Certains disent également que si on réduit les investissements pétroliers, cela va pousser les prix à la hausse, faute d’offre suffisante.
C’est fallacieux. Les prix ont été stratosphériques, personne ne l’aurait imaginé, et là ils redescendent. Mais ces discours sont avancés pour se défendre et pour éviter de réduire notre consommation d’énergie fossile…
Que peut-on faire d’un point de vue fiscal ?
Taxer à 25 % les surprofits, comme cela a déjà été fait au Royaume-Uni. C’est simple à mettre en œuvre, il faut juste définir le seuil de ce que sont les superprofits.
Est-ce inconcevable de passer par des incitants à l’investissement dans le renouvelable ?
Il faut des règles du jeu claires et arrêter de gérer à la petite semaine. Il faut un cap et que tous les acteurs soient au courant du cadre. On va continuer à avoir des fluctuations de prix, avec des périodes avec des surprofits et d’autres sans. Il faut donc une taxation.

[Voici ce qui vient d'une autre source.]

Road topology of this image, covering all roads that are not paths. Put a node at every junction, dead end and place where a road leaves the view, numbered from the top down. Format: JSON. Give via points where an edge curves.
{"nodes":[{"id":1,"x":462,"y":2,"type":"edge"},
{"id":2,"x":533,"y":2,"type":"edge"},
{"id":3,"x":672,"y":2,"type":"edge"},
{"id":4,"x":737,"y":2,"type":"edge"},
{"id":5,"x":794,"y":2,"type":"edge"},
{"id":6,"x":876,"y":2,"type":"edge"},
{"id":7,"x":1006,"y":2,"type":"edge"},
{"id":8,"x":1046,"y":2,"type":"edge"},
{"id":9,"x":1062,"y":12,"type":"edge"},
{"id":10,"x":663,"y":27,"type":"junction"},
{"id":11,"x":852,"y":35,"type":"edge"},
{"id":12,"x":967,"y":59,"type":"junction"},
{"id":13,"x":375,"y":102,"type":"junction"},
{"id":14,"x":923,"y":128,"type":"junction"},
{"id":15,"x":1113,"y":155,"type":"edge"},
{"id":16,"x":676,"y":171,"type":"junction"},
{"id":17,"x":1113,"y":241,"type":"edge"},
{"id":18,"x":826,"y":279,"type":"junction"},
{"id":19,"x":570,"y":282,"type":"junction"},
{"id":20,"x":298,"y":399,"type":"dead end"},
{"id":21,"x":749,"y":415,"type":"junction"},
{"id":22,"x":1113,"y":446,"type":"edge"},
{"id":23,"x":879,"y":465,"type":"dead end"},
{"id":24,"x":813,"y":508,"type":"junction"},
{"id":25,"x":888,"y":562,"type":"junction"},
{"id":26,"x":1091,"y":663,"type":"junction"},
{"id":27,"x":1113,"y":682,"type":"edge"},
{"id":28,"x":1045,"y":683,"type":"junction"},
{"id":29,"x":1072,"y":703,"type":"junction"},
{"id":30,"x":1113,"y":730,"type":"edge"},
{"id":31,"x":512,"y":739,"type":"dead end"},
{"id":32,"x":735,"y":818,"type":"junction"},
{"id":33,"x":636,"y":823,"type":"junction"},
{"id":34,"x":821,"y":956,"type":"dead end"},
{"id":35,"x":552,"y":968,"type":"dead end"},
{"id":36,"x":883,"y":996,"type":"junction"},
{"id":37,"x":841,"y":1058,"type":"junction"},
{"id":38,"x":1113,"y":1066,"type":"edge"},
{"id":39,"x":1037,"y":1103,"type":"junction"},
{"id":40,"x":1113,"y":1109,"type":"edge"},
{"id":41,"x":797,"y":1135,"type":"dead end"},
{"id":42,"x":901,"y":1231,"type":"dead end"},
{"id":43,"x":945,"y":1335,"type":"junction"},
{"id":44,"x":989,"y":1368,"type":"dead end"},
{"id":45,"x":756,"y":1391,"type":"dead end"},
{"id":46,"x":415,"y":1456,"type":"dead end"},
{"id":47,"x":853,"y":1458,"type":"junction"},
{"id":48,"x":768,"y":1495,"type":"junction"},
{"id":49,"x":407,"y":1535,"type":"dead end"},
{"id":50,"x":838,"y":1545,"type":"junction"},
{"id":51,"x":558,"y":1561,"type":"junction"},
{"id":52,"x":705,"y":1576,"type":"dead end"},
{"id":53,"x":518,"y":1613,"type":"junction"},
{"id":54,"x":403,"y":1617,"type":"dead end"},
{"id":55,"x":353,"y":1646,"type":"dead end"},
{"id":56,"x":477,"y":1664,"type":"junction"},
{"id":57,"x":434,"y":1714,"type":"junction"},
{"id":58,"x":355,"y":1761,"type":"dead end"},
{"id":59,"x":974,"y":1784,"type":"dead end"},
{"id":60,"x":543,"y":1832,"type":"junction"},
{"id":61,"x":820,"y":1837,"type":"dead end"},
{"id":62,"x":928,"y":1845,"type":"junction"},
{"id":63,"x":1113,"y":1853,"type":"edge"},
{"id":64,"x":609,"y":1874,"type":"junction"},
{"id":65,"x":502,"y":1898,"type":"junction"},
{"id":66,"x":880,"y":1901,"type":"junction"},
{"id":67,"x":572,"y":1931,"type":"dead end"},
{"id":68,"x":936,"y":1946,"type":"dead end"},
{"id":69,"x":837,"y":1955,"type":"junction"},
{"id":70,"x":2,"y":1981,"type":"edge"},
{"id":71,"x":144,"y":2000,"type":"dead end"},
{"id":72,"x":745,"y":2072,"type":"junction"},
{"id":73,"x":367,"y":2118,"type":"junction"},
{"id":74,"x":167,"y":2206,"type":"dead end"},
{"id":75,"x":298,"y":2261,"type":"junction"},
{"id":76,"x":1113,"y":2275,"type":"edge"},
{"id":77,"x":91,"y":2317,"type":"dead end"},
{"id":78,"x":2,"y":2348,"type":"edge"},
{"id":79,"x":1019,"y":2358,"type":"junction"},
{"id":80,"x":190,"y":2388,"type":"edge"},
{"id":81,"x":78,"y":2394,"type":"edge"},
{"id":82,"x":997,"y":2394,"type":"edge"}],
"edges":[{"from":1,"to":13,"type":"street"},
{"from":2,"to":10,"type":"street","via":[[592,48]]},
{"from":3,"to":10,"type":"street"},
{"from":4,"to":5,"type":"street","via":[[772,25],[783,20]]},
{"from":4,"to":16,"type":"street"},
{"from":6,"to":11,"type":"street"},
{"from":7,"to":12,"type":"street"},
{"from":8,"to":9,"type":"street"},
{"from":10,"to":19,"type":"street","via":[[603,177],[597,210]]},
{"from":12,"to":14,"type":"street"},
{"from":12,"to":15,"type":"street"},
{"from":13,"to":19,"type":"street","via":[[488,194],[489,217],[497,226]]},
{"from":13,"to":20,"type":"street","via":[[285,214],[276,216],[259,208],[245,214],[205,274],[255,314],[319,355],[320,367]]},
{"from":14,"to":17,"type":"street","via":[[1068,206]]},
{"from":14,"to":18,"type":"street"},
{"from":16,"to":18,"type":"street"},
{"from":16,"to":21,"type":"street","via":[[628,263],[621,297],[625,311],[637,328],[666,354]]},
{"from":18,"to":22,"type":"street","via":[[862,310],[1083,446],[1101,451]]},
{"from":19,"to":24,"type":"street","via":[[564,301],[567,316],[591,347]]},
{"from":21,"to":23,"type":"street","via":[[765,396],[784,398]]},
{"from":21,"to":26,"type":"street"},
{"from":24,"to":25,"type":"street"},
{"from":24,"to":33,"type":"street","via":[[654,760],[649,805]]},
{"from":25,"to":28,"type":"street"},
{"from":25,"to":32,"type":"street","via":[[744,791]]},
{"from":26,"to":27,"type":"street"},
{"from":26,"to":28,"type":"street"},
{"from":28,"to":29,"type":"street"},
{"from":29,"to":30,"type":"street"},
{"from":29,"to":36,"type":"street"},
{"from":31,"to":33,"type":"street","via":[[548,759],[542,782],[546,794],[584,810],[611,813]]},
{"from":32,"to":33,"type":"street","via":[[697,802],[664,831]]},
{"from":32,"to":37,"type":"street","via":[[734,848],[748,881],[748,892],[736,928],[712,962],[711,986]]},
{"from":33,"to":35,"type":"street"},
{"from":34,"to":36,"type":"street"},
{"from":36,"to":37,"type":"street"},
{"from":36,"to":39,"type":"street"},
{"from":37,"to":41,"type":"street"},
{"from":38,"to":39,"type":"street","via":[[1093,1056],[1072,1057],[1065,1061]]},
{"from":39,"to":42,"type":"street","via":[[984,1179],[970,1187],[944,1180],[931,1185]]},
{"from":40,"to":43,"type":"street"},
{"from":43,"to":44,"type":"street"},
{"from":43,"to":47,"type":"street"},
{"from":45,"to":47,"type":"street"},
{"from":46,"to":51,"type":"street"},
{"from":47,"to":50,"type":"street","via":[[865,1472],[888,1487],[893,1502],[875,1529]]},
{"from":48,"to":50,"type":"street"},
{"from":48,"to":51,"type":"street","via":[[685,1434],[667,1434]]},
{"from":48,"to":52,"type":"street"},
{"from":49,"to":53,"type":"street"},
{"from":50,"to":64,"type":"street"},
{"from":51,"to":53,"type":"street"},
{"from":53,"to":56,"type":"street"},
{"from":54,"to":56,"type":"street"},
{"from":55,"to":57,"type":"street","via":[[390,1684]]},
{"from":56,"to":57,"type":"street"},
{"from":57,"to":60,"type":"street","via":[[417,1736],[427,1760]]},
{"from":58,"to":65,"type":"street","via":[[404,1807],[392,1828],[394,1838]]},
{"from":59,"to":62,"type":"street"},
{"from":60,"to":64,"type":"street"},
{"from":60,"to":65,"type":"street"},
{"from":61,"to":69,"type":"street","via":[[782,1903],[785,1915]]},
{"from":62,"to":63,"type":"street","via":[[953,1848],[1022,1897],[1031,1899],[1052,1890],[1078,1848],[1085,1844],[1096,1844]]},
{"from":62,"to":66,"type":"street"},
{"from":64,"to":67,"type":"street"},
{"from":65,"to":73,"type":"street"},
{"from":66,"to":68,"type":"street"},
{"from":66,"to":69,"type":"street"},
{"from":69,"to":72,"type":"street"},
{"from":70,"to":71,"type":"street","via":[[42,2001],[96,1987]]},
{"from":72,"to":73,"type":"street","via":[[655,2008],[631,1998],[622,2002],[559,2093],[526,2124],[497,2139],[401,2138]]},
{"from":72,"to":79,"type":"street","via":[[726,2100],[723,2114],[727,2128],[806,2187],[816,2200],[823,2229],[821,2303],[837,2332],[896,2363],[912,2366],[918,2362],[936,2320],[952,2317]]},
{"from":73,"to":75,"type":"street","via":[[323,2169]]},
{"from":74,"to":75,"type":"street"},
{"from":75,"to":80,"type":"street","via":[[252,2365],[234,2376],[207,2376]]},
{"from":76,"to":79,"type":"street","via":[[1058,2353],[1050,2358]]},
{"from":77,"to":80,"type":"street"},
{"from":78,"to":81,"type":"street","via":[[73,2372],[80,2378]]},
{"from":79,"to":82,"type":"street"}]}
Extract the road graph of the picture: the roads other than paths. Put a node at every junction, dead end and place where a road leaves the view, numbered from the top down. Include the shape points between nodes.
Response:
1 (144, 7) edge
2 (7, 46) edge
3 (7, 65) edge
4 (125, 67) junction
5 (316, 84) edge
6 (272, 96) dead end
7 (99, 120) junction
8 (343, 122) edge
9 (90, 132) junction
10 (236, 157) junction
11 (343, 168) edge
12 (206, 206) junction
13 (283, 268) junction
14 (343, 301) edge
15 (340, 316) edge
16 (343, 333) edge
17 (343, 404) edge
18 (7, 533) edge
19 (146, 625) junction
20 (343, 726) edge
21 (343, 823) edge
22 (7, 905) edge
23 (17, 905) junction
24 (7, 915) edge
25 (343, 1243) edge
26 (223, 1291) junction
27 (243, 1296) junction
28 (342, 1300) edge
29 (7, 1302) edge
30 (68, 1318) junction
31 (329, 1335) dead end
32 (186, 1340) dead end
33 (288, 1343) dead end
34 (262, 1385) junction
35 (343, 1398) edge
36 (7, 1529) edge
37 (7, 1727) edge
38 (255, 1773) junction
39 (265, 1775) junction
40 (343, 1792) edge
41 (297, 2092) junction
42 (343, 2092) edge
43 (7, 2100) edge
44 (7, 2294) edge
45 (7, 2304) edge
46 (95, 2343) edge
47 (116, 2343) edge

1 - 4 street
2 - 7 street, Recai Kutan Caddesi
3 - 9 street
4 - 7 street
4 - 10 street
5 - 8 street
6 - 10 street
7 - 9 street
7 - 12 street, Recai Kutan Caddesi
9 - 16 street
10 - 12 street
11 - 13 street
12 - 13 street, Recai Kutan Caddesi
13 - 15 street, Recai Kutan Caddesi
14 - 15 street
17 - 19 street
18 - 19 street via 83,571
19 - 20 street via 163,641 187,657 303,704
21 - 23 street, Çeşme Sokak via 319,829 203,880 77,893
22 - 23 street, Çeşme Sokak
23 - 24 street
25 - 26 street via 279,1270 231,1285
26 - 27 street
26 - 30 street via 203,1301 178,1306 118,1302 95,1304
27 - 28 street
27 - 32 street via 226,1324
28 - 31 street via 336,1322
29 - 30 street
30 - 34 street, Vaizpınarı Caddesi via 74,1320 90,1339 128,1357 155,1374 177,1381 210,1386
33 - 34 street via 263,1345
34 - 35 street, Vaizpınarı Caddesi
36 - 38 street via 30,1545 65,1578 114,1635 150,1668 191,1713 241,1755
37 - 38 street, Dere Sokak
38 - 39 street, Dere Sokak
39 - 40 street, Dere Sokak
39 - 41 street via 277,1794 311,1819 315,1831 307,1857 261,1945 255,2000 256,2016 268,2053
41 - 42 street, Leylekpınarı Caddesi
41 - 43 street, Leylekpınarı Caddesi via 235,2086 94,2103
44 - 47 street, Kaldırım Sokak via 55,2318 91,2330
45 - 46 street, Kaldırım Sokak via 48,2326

Et pendant ce temps, les dividendes augmentent…
Il faut prendre la mesure de l’impact démocratique de ce type d’injustice. On ne peut pas laisser des acteurs privés s’enrichir comme jamais au détriment de la population, alors qu’une part importante a des difficultés à payer ses factures. Cela risque de créer de gros dégâts dans les urnes aux prochaines élections. Des études ont été faites qui montrent que ces injustices flagrantes ont un effet sur les décisions démocratiques. Il faut que les gouvernements reprennent la main. J’ai rarement vu un tel consensus au sein des institutions, pourtant plutôt jugées conservatrices, comme le FMI, la Commission européenne, l’OCDE ou l’AIE. Elles défendent toutes le même point de vue depuis un an : à situation exceptionnelle, il faut des mesures exceptionnelles. Et il faut se préparer à ce que ces situations se répètent. Il faut donc agir de manière structurelle.